START THE DATA

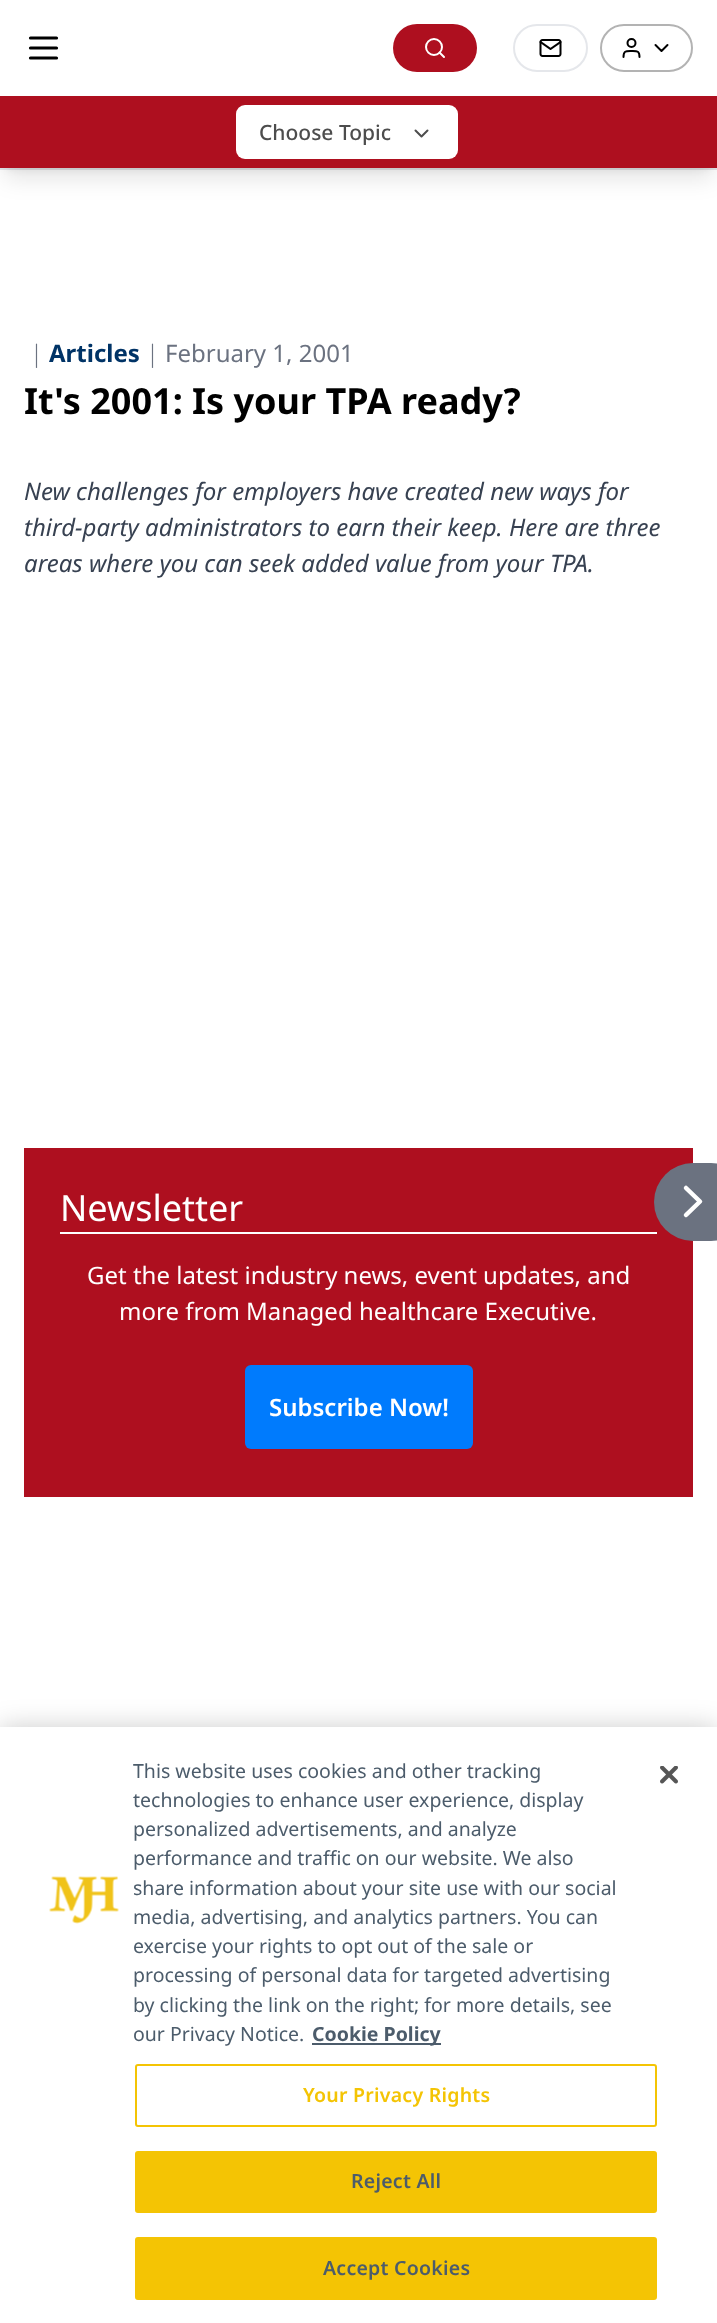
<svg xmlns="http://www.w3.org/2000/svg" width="717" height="2323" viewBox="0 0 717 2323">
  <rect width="100%" height="100%" fill="rgb(255,255,255)"/>
  <rect x="0" y="168" width="717" height="2" fill="rgb(229,231,235)"/>
  <path d="M30.5 38H56.5M30.5 48H56.5M30.5 58H56.5" fill="none" stroke="rgb(0,0,0)" stroke-width="3.2" stroke-linecap="round" stroke-linejoin="round"/>
  <rect x="393" y="24" width="84" height="48" rx="24" fill="rgb(174,15,31)"/>
  <circle cx="434" cy="47" r="8" fill="none" stroke="rgb(255,255,255)" stroke-width="2"/>
  <path d="M444 57L439.5 52.5" fill="none" stroke="rgb(255,255,255)" stroke-width="2" stroke-linecap="round" stroke-linejoin="round"/>
  <rect x="514" y="25" width="73" height="46" rx="23" fill="none" stroke="rgb(229,231,235)" stroke-width="2"/>
  <image x="539" y="39" width="23" height="18" href="pic1.png"/>
  <rect x="601" y="25" width="91" height="46" rx="23" fill="none" stroke="rgb(179,179,179)" stroke-width="2"/>
  <path d="M655.5 45L661.5 51L667.5 45M639.5 57C639.5 50.5 637 51 631.5 51C626 51 623.5 50.5 623.5 57" fill="none" stroke="rgb(0,0,0)" stroke-width="2" stroke-linecap="round" stroke-linejoin="round"/>
  <circle cx="631.5" cy="43" r="4" fill="none" stroke="rgb(0,0,0)" stroke-width="2"/>
  <rect x="6" y="108" width="705" height="60" fill="rgba(0,0,0,0.1)" filter="blur(4.5px)"/>
  <rect x="5" y="116" width="708" height="63" fill="rgba(0,0,0,0.1)" filter="blur(11px)"/>
  <rect x="0" y="96" width="717" height="72" fill="rgb(174,15,31)"/>
  <rect x="236" y="105" width="222" height="54" rx="9" fill="rgb(255,255,255)"/>
  <text x="259" y="140" font-family="Noto Sans" font-size="21" font-weight="500" fill="rgb(77,77,77)">Choose Topic</text>
  <path d="M415.5 130.5L421.5 136.5L427.5 130.5" fill="none" stroke="rgb(77,77,77)" stroke-width="2" stroke-linecap="round" stroke-linejoin="round"/>
  <text x="30" y="362" font-family="Noto Sans" font-size="24" font-weight="300" fill="rgb(107,114,128)">|</text>
  <text x="49" y="362" font-family="Noto Sans" font-size="24" font-weight="bold" fill="rgb(0,51,102)">Articles</text>
  <text x="146" y="362" font-family="Noto Sans" font-size="24" font-weight="300" fill="rgb(107,114,128)">|</text>
  <text x="165" y="362" font-family="Noto Sans" font-size="24" fill="rgb(107,114,128)">February 1, 2001</text>
  <text x="24" y="414" font-family="Noto Sans" font-size="36" font-weight="bold" fill="rgb(0,0,0)">It's 2001: Is your TPA ready?</text>
  <g font-family="Noto Sans" font-size="24" font-style="italic" fill="rgb(55,65,81)">
    <text>
      <tspan x="24" y="500">New challenges for employers have created new ways for</tspan>
      <tspan x="24" y="536">third-party administrators to earn their keep. Here are three</tspan>
      <tspan x="24" y="572">areas where you can seek added value from your TPA.</tspan>
    </text>
  </g>
  <rect x="24" y="1148" width="669" height="349" fill="rgb(174,15,31)"/>
  <rect x="60" y="1232" width="597" height="2" fill="rgb(255,255,255)"/>
  <text x="60" y="1221" font-family="Noto Sans" font-size="36" fill="rgb(255,255,255)">Newsletter</text>
  <g font-family="Noto Sans" font-size="24" fill="rgb(255,255,255)">
    <text x="87" y="1284">Get the latest industry news, event updates, and</text>
    <text x="119" y="1320">more from Managed healthcare Executive.</text>
  </g>
  <rect x="245" y="1365" width="228" height="84" rx="6" fill="rgb(0,123,253)"/>
  <text x="269" y="1416" font-family="Noto Sans" font-size="24" font-weight="600" fill="rgb(255,255,255)">Subscribe Now!</text>
  <rect x="654" y="1163" width="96" height="78" rx="39" fill="rgb(107,114,128)"/>
  <path d="M686 1188L700 1201.5L686 1215" fill="none" stroke="rgb(255,255,255)" stroke-width="4.5" stroke-linecap="round" stroke-linejoin="round"/>
  <rect x="0" y="1727" width="717" height="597" fill="rgba(0,0,0,0.2)" filter="blur(13.5px)"/>
  <rect x="0" y="1727" width="717" height="596" fill="rgb(255,255,255)"/>
  <image x="49" y="1876" width="70" height="48" href="pic2.png"/>
  <g font-family="Noto Sans" font-size="19.5" fill="rgb(76,92,107)">
    <text>
      <tspan x="133" y="1778">This website uses cookies and other tracking</tspan>
      <tspan x="133" y="1807">technologies to enhance user experience, display</tspan>
      <tspan x="133" y="1836">personalized advertisements, and analyze</tspan>
      <tspan x="133" y="1865">performance and traffic on our website. We also</tspan>
      <tspan x="133" y="1895">share information about your site use with our social</tspan>
      <tspan x="133" y="1924">media, advertising, and analytics partners. You can</tspan>
      <tspan x="133" y="1953">exercise your rights to opt out of the sale or</tspan>
      <tspan x="133" y="1982">processing of personal data for targeted advertising</tspan>
      <tspan x="133" y="2012">by clicking the link on the right; for more details, see</tspan>
      <tspan x="133" y="2041">our Privacy Notice.</tspan>
    </text>
  </g>
  <rect x="312" y="2043" width="129" height="2" fill="rgb(76,92,107)"/>
  <text x="312" y="2041" font-family="Noto Sans" font-size="19.5" font-weight="bold" fill="rgb(76,92,107)">Cookie Policy</text>
  <rect x="136" y="2065" width="520" height="61" rx="2" fill="none" stroke="rgb(244,196,4)" stroke-width="2"/>
  <text x="303" y="2102" font-family="Noto Sans" font-size="19.5" font-weight="600" letter-spacing="0.25" fill="rgb(244,196,4)">Your Privacy Rights</text>
  <rect x="136" y="2152" width="520" height="60" rx="2" fill="rgb(244,196,4)" stroke="rgb(244,196,4)" stroke-width="2"/>
  <text x="351" y="2188" font-family="Noto Sans" font-size="19.5" font-weight="600" letter-spacing="0.25" fill="rgb(76,92,107)">Reject All</text>
  <rect x="136" y="2238" width="520" height="61" rx="2" fill="rgb(244,196,4)" stroke="rgb(244,196,4)" stroke-width="2"/>
  <text x="323" y="2275" font-family="Noto Sans" font-size="19.5" font-weight="600" letter-spacing="0.25" fill="rgb(76,92,107)">Accept Cookies</text>
  <image x="660" y="1766" width="18" height="18" href="pic3.png"/>
</svg>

END THE DATA

Filter the records, keeping only lines that contain "linejoin", and show those lines.

• RESULT OF THE EXERCISE:
  <path d="M30.5 38H56.5M30.5 48H56.5M30.5 58H56.5" fill="none" stroke="rgb(0,0,0)" stroke-width="3.2" stroke-linecap="round" stroke-linejoin="round"/>
  <path d="M444 57L439.5 52.5" fill="none" stroke="rgb(255,255,255)" stroke-width="2" stroke-linecap="round" stroke-linejoin="round"/>
  <path d="M655.5 45L661.5 51L667.5 45M639.5 57C639.5 50.5 637 51 631.5 51C626 51 623.5 50.5 623.5 57" fill="none" stroke="rgb(0,0,0)" stroke-width="2" stroke-linecap="round" stroke-linejoin="round"/>
  <path d="M415.5 130.5L421.5 136.5L427.5 130.5" fill="none" stroke="rgb(77,77,77)" stroke-width="2" stroke-linecap="round" stroke-linejoin="round"/>
  <path d="M686 1188L700 1201.5L686 1215" fill="none" stroke="rgb(255,255,255)" stroke-width="4.5" stroke-linecap="round" stroke-linejoin="round"/>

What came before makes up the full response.